---------- Records for the task ----------

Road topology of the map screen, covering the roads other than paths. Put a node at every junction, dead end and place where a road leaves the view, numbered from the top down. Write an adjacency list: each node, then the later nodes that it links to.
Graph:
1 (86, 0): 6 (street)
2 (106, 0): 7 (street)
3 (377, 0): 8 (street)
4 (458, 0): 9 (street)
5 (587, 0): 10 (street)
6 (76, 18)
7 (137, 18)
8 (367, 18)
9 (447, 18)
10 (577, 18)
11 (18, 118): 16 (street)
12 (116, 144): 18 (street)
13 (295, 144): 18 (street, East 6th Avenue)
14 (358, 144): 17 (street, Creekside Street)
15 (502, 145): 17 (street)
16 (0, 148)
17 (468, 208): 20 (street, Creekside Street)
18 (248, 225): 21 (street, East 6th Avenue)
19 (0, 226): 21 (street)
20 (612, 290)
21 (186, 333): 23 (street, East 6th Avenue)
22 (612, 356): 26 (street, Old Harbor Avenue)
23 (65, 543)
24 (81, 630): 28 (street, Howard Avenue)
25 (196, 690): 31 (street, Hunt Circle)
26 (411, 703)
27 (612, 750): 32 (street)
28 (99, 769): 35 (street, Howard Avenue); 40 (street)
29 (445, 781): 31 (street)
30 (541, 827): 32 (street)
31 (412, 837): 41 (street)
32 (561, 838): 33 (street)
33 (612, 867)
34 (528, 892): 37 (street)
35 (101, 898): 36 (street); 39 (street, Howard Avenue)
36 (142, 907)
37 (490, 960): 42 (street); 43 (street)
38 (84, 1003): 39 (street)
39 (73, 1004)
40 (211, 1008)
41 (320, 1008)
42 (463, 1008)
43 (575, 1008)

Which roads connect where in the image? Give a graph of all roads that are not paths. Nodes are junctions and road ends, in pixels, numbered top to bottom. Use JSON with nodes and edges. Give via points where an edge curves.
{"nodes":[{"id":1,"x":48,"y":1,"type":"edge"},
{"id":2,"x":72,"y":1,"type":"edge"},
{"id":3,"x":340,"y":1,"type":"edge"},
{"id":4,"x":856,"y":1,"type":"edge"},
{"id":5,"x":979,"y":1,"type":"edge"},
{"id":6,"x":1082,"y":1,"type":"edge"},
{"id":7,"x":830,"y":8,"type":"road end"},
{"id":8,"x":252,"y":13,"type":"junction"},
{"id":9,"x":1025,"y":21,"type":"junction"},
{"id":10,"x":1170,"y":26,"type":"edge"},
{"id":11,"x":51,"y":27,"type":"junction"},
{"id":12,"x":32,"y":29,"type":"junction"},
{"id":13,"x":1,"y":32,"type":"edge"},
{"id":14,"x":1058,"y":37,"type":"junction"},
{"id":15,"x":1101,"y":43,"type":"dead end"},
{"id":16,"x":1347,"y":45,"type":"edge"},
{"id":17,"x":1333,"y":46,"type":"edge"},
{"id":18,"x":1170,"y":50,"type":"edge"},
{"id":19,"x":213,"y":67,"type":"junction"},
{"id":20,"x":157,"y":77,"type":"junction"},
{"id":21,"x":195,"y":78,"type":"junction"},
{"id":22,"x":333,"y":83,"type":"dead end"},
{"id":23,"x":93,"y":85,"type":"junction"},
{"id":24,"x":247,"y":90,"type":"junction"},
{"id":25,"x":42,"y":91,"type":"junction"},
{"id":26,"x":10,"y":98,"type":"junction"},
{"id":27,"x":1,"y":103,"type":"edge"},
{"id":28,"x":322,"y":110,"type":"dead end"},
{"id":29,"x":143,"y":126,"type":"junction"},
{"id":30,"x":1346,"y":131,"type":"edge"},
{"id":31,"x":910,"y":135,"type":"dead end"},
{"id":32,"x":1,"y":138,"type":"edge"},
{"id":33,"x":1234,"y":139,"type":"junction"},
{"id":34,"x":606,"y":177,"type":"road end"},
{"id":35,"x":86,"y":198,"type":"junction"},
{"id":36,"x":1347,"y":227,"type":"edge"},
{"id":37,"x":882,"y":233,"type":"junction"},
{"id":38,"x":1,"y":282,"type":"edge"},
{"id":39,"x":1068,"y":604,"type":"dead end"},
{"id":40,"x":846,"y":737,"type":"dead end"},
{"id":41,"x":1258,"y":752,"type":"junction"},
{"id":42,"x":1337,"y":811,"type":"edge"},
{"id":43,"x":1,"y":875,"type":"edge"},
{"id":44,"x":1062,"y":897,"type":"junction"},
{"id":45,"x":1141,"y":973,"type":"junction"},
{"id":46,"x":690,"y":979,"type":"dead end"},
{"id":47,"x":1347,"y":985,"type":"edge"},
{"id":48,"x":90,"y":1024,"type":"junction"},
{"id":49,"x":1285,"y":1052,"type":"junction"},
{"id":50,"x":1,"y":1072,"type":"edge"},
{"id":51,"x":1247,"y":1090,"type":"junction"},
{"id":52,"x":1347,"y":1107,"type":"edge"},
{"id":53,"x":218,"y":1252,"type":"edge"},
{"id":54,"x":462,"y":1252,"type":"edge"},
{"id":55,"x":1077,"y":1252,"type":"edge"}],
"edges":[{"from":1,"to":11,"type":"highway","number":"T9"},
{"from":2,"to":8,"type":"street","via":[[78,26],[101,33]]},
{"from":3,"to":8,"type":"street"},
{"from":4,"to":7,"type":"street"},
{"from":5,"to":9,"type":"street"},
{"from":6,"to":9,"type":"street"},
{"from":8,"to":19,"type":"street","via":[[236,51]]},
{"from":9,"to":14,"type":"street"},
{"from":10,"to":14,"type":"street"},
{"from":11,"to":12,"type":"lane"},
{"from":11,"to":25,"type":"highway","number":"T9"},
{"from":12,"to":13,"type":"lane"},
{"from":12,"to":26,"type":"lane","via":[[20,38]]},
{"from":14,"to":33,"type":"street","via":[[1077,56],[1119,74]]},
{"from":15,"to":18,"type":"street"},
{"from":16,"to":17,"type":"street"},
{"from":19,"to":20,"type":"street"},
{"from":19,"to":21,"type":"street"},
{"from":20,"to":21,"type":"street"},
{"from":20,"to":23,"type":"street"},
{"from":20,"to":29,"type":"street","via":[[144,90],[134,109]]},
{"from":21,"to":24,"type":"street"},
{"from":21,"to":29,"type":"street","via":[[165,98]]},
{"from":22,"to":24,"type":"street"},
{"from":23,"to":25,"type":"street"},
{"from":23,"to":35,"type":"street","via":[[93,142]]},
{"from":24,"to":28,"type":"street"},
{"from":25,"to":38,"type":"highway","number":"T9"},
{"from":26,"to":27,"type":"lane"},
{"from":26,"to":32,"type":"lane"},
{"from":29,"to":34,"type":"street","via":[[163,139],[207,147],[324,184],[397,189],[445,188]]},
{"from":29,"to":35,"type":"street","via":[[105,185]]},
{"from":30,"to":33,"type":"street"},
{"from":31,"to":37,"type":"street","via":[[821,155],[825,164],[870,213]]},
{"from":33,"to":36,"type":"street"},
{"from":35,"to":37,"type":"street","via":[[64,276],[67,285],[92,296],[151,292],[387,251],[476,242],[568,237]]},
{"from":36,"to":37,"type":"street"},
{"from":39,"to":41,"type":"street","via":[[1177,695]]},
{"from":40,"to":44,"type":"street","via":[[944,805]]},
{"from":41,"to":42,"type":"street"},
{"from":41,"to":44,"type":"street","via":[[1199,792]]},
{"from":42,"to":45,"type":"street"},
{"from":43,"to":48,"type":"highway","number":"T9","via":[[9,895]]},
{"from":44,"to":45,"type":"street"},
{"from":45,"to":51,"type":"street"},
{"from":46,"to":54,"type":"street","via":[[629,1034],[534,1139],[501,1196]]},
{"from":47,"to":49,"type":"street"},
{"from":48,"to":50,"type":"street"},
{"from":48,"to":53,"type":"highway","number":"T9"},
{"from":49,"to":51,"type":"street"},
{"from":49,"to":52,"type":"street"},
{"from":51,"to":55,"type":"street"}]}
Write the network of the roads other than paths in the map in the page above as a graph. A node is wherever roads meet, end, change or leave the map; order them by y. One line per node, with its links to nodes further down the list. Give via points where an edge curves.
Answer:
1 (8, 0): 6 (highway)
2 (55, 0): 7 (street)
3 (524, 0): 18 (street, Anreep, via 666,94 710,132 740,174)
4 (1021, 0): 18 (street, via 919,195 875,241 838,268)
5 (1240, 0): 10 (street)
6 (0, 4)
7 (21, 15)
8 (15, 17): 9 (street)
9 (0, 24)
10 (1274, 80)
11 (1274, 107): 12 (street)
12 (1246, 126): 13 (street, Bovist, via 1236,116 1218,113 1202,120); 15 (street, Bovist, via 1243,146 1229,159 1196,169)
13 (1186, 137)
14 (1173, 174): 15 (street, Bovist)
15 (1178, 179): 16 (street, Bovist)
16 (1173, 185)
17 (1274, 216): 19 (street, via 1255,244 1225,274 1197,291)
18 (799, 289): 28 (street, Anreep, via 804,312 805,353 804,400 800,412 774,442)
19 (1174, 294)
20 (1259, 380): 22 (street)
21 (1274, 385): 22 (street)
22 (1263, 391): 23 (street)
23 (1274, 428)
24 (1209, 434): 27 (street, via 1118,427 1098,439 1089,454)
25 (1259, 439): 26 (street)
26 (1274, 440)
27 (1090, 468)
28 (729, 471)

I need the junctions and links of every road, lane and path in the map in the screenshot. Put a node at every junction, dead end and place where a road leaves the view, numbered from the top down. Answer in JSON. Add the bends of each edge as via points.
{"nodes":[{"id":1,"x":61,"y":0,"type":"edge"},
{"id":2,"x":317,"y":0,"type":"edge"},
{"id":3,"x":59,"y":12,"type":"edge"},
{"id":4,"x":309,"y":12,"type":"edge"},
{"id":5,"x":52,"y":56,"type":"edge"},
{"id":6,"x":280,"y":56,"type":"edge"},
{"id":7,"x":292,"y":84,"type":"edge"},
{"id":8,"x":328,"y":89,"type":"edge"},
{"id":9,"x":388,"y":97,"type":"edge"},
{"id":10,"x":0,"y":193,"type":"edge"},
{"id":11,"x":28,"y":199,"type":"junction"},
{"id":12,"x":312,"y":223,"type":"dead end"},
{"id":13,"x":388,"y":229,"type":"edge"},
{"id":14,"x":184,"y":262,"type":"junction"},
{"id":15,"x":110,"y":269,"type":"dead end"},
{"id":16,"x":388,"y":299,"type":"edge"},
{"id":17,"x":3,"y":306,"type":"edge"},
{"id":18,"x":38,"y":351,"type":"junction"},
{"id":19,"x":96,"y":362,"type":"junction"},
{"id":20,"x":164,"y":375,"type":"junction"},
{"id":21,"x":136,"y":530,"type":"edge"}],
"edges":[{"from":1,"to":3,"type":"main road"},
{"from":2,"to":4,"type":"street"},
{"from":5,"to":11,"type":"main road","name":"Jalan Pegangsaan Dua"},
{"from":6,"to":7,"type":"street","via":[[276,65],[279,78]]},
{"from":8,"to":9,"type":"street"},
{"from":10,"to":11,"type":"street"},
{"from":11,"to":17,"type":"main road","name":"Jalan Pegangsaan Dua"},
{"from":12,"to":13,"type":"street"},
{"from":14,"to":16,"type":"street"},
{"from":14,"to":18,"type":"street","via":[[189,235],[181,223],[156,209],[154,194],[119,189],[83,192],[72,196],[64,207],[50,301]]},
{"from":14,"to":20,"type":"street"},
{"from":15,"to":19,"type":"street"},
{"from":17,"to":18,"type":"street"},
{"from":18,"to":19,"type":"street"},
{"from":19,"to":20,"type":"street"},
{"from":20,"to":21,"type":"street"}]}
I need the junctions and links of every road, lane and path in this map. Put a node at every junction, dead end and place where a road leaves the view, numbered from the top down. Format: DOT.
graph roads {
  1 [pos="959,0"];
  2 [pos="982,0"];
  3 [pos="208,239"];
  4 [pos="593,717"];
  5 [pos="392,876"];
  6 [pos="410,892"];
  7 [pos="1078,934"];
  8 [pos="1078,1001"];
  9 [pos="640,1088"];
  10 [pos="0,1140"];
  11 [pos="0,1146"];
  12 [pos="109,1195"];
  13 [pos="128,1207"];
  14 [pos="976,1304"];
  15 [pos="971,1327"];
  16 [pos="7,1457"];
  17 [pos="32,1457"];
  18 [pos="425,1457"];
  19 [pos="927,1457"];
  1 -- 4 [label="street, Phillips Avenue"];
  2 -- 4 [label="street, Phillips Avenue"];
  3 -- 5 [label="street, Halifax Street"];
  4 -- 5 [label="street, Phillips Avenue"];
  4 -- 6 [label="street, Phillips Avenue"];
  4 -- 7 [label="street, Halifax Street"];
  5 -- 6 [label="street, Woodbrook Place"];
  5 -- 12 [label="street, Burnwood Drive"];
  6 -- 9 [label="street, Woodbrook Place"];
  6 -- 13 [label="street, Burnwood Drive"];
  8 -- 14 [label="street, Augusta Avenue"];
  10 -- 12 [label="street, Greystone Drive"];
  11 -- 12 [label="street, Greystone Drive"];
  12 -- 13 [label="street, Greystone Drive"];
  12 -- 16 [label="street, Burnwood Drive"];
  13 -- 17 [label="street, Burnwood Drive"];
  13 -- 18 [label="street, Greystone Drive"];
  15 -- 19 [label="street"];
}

----------

__What is expected__:
Check each line of the entries above, and show every one holding the word "nodes".

__Final answer__:
Road topology of the map screen, covering the roads other than paths. Put a node at every junction, dead end and place where a road leaves the view, numbered from the top down. Write an adjacency list: each node, then the later nodes that it links to.
Which roads connect where in the image? Give a graph of all roads that are not paths. Nodes are junctions and road ends, in pixels, numbered top to bottom. Use JSON with nodes and edges. Give via points where an edge curves.
{"nodes":[{"id":1,"x":48,"y":1,"type":"edge"},
Write the network of the roads other than paths in the map in the page above as a graph. A node is wherever roads meet, end, change or leave the map; order them by y. One line per node, with its links to nodes further down the list. Give via points where an edge curves.
{"nodes":[{"id":1,"x":61,"y":0,"type":"edge"},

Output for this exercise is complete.